Books

Jane Smiley’s new novel unfolds long narrative about farm family


Jane Smiley won the Pulitzer Prize for “A Thousand Acres.” Her newest novel, “Some Luck,” is her 14th.
Jane Smiley won the Pulitzer Prize for “A Thousand Acres.” Her newest novel, “Some Luck,” is her 14th. Courtesy of Knopf

“Some Luck” by Jane Smiley (Knopf, 395 pages, $26.95)

Jane Smiley’s 14th novel is the first volume of “The First Hundred Years Trilogy,” a family saga that shows off Smiley’s storytelling skills.

“Some Luck” begins in 1920 and follows the lives of the Langdon family through 1953, with each chapter focusing on one year.

Walter and Rosanna Vogel Langdon live on an Iowa farm that is heavily in debt. Walter has survived World War I and the flu outbreak. Their parents and one grandmother live nearby.

Smiley carefully plots her story, moving with an omniscient voice among the various characters, even babies and toddlers. She fills the narrative with details that reflect the time of the story. Rosanna sees her first “Band-Aid.” We learn about food they eat, what they wear, the one-room school the children attend. We get details about their work, including castrating lambs and docking their tails.
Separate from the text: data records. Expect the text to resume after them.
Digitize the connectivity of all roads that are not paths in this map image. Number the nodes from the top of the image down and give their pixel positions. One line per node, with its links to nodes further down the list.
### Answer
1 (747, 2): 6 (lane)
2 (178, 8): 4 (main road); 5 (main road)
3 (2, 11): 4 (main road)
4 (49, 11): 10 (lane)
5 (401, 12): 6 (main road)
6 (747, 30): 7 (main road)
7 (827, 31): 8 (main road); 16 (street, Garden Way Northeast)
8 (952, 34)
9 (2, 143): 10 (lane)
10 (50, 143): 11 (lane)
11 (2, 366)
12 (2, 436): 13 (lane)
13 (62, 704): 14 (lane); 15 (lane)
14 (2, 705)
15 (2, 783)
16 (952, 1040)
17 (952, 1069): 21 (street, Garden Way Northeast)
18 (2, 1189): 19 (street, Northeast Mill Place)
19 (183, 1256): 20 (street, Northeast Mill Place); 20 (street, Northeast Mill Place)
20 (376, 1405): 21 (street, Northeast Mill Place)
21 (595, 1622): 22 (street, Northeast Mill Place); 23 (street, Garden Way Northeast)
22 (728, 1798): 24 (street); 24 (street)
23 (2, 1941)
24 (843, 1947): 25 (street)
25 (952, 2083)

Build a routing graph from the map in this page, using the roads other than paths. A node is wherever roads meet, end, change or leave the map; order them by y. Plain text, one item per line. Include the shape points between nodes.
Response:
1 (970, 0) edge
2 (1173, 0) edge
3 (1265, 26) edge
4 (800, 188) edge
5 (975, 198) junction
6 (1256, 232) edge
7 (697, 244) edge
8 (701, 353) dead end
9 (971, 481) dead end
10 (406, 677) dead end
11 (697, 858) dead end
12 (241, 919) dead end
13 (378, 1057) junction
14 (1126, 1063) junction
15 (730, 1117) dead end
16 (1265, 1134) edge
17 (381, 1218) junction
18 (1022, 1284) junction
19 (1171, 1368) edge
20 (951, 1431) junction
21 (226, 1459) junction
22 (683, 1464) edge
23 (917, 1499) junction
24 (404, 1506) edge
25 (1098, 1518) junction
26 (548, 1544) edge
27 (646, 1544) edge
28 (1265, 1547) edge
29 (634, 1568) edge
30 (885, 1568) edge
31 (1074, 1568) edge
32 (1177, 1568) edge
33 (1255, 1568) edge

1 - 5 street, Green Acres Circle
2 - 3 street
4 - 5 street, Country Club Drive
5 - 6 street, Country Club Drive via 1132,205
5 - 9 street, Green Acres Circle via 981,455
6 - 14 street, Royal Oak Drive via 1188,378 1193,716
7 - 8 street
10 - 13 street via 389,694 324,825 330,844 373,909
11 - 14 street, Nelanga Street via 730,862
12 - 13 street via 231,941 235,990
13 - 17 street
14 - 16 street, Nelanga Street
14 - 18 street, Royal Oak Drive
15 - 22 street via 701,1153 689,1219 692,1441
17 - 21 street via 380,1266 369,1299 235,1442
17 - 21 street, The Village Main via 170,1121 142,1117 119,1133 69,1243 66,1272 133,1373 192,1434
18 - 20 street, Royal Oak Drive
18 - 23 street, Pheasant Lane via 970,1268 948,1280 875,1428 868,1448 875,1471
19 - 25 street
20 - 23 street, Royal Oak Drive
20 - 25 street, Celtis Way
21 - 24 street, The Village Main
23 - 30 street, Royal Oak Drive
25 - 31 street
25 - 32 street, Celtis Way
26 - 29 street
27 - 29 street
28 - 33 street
At first the reader looks for the point of the story. But soon we settle into the long narrative as these characters’ lives unfold. There is no one defining event, no specific theme that dominates. The story is the point.

Smiley delineates well each character, so that we don’t confuse one with another. Each has specific traits, looks, moods and perspectives.

We also gain insight into societal traits of that time and place. A month or two after Walter and Rosanna’s young daughter is killed in an accident, Rosanna “had garnered massive praise for not succumbing to her grief, but how could you do that on a farm?”

The family’s minor travails and successes are set against larger historical changes, including the Great Depression and World War II. As the Langdon children grow up, some move away from their small Iowa community and head out into the broader world.

Oldest son Frank, one of the more interesting characters, fights in Africa and Europe during World War II. He will likely be a major player in the second book of the trilogy, which will run up to 2020.

Smiley’s narrative voice rings true for the most part. At times, however, she slips into cliche, such as when a minister prays: “O Lord, preserve your children from the Jews in Hollywood who infest our world with evil thoughts of bodies and carnality, bare legs and heaving bosoms.”

In “Some Luck,” Smiley has created a world that captures our attention, then our interest, then our emotions as we follow these fictional lives.

At a Thanksgiving dinner, Rosanna reflects on how “a dumpy old house had been filled, if only for this moment, with twenty-three different worlds, each of them rich and mysterious.”

Smiley shows us how each life, no matter how apparently mundane, is really rich and mysterious.

Gordon Houser is a writer and editor in North Newton.